• **Dataset content**
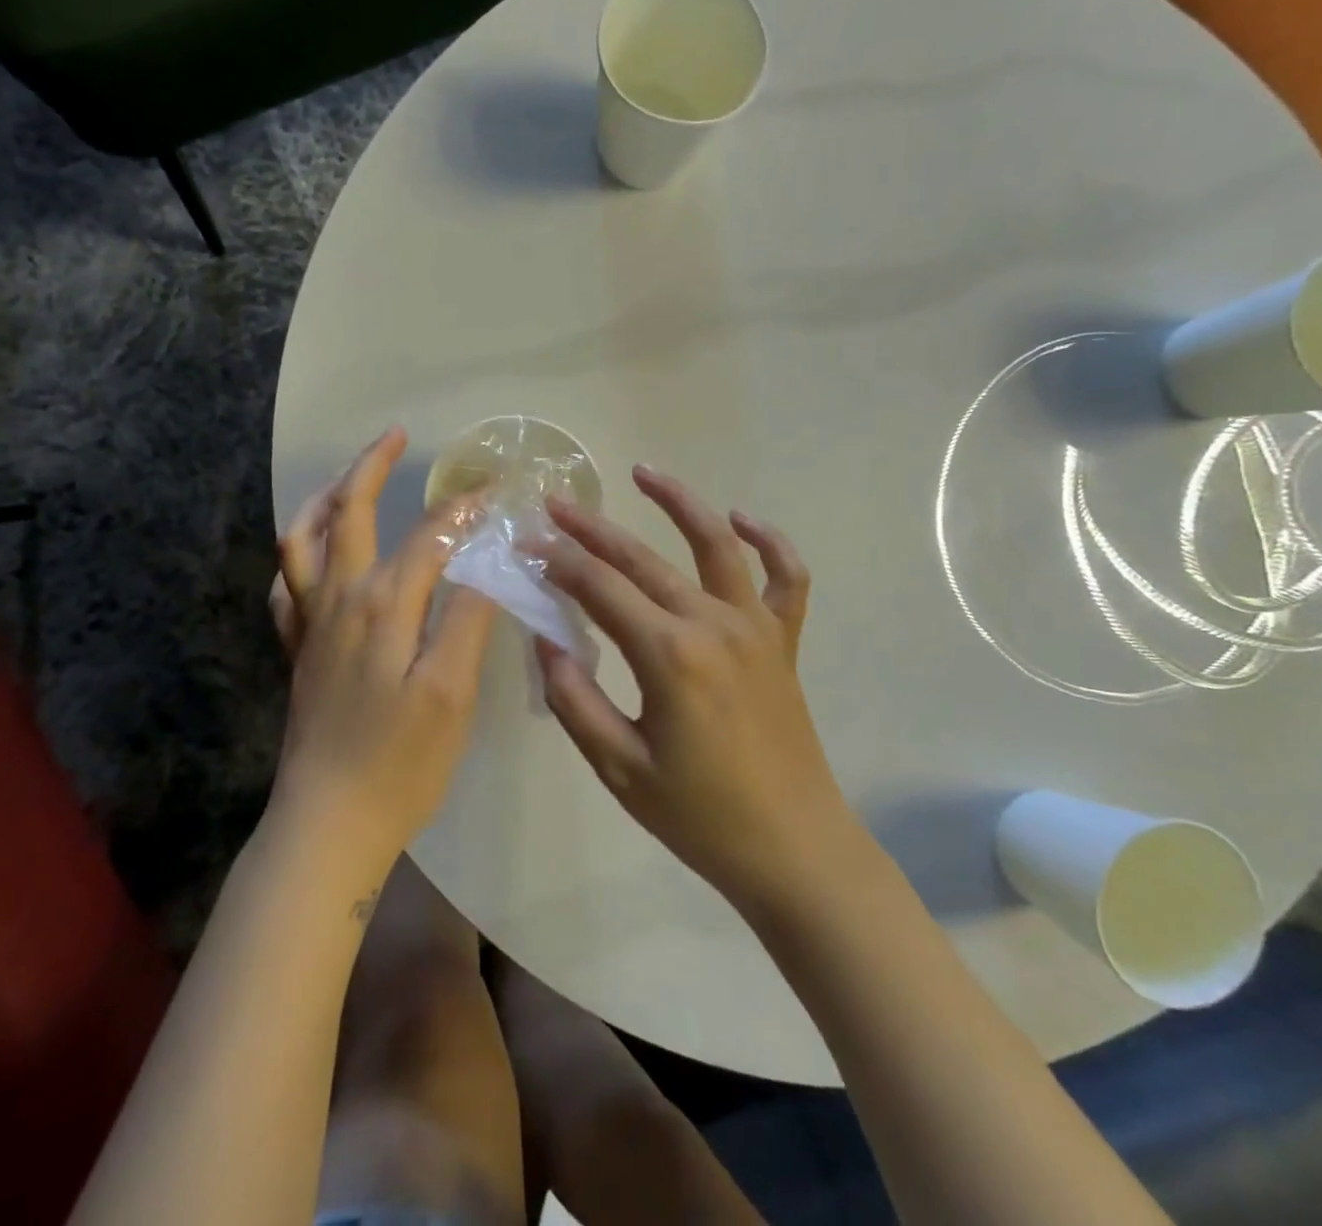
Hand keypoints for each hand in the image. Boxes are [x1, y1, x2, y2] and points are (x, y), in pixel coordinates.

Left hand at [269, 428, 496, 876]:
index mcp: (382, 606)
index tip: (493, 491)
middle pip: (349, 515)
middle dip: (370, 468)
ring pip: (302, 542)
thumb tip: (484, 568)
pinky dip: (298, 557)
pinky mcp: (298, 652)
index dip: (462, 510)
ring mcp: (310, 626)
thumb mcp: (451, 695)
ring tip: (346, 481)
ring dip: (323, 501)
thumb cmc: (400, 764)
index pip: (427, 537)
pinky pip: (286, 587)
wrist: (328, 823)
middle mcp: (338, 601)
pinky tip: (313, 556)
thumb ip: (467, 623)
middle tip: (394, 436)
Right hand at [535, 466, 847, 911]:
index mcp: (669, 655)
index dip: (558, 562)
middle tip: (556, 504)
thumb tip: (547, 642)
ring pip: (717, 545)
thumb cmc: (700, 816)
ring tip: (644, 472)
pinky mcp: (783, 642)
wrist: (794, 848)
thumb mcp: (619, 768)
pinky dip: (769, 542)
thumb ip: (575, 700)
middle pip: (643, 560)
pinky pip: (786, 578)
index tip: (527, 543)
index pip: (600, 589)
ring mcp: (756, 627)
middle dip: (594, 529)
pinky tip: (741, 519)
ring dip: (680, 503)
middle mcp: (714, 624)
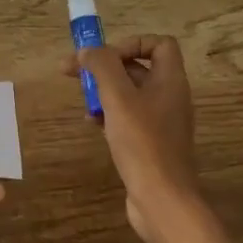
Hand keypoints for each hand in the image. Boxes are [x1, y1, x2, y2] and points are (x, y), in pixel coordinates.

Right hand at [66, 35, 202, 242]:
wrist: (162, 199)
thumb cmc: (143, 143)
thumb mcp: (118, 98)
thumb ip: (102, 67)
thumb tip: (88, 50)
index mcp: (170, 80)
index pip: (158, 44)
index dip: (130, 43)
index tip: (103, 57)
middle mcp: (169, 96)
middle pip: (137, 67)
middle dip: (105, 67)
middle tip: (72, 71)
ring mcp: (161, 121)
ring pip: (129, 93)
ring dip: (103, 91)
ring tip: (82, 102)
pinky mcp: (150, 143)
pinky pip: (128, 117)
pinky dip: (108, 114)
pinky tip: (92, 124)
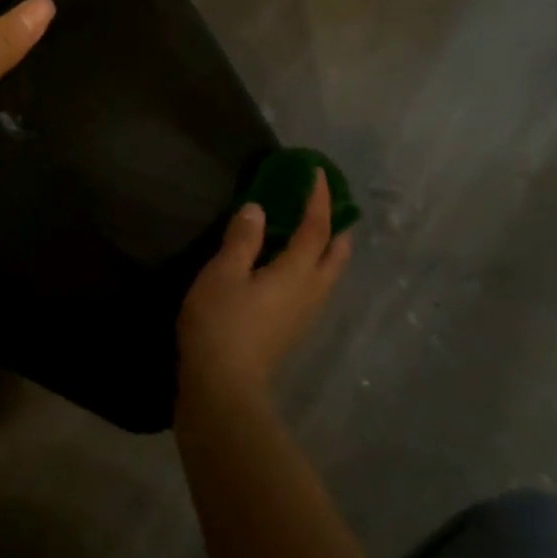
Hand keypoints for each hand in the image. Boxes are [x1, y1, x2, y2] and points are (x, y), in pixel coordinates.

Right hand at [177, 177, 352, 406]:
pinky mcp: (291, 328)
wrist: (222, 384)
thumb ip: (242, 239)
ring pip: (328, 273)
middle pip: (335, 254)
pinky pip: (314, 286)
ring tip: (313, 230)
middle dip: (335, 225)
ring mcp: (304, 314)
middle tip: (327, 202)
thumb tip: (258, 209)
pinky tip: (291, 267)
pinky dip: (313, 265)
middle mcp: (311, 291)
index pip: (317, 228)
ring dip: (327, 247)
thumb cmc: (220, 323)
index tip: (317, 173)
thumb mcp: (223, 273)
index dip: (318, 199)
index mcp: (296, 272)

• **Work instruction**
Leave out the pictures and return every record word for word.

• **Exercise solution**
Hand keypoints for each hand in the image. Boxes are [x1, y1, x2, y2] and points are (x, y), in pixel coordinates.

Left hand at [269, 428, 496, 876]:
index mcp: (382, 606)
index tip: (493, 491)
middle pip: (349, 515)
middle dip: (370, 468)
ring pip: (302, 542)
thumb tip: (484, 568)
pinky dip: (298, 557)
pinky mcp: (298, 652)
index dip: (462, 510)
ring mcp: (310, 626)
thumb mcp: (451, 695)
ring tip: (346, 481)
ring dip: (323, 501)
thumb cmc: (400, 764)
index pip: (427, 537)
pinky pip: (286, 587)
wrist: (328, 823)
middle mcp: (338, 601)
pinky tip: (313, 556)
thumb ip: (467, 623)
middle tip: (394, 436)
Right hand at [535, 466, 847, 911]:
index mcp: (669, 655)
index dip: (558, 562)
middle tip: (556, 504)
thumb tip: (547, 642)
ring pip: (717, 545)
thumb cmc: (700, 816)
ring tip: (644, 472)
pinky mcp: (783, 642)
wrist: (794, 848)
thumb mcp: (619, 768)
pinky dip: (769, 542)
thumb ip: (575, 700)
middle pip: (643, 560)
pinky pip: (786, 578)
index tip: (527, 543)
index pip: (600, 589)
ring mcp: (756, 627)
middle dip: (594, 529)
pinky tip: (741, 519)
ring dip: (680, 503)
middle mcp: (714, 624)
Hand keypoints for each hand in the image. Boxes are [x1, y1, x2, y2] and points are (x, y), in pixel coordinates.

Right hand at [66, 35, 202, 242]:
wrist: (162, 199)
thumb cmc: (143, 143)
thumb mcp: (118, 98)
thumb ip: (102, 67)
thumb tip: (88, 50)
index mcp: (170, 80)
index pip: (158, 44)
index dip: (130, 43)
index tip: (103, 57)
middle mcp: (169, 96)
middle pip: (137, 67)
middle dip: (105, 67)
middle tip: (72, 71)
ring mcp: (161, 121)
ring pip: (129, 93)
ring dip: (103, 91)
ring tip: (82, 102)
pinky mcp: (150, 143)
pinky pip: (128, 117)
pinky dip: (108, 114)
pinky tip: (92, 124)
Hand keypoints for each hand in the image. Boxes are [x1, y1, x2, y2] and points are (x, y), in pixel coordinates.

Right hand at [177, 177, 352, 406]:
pinky mcp: (291, 328)
wrist: (222, 384)
thumb ip: (242, 239)
ring pip: (328, 273)
middle pip: (335, 254)
pinky pip: (314, 286)
ring tip: (313, 230)
middle dip: (335, 225)
ring mcp: (304, 314)
middle tip: (327, 202)
thumb tip: (258, 209)
pinky tip: (291, 267)
pinky dip: (313, 265)
middle mcp: (311, 291)
index pip: (317, 228)
ring dip: (327, 247)
thumb cmc: (220, 323)
index tip: (317, 173)
thumb mcp: (223, 273)
index dip: (318, 199)
index mcp: (296, 272)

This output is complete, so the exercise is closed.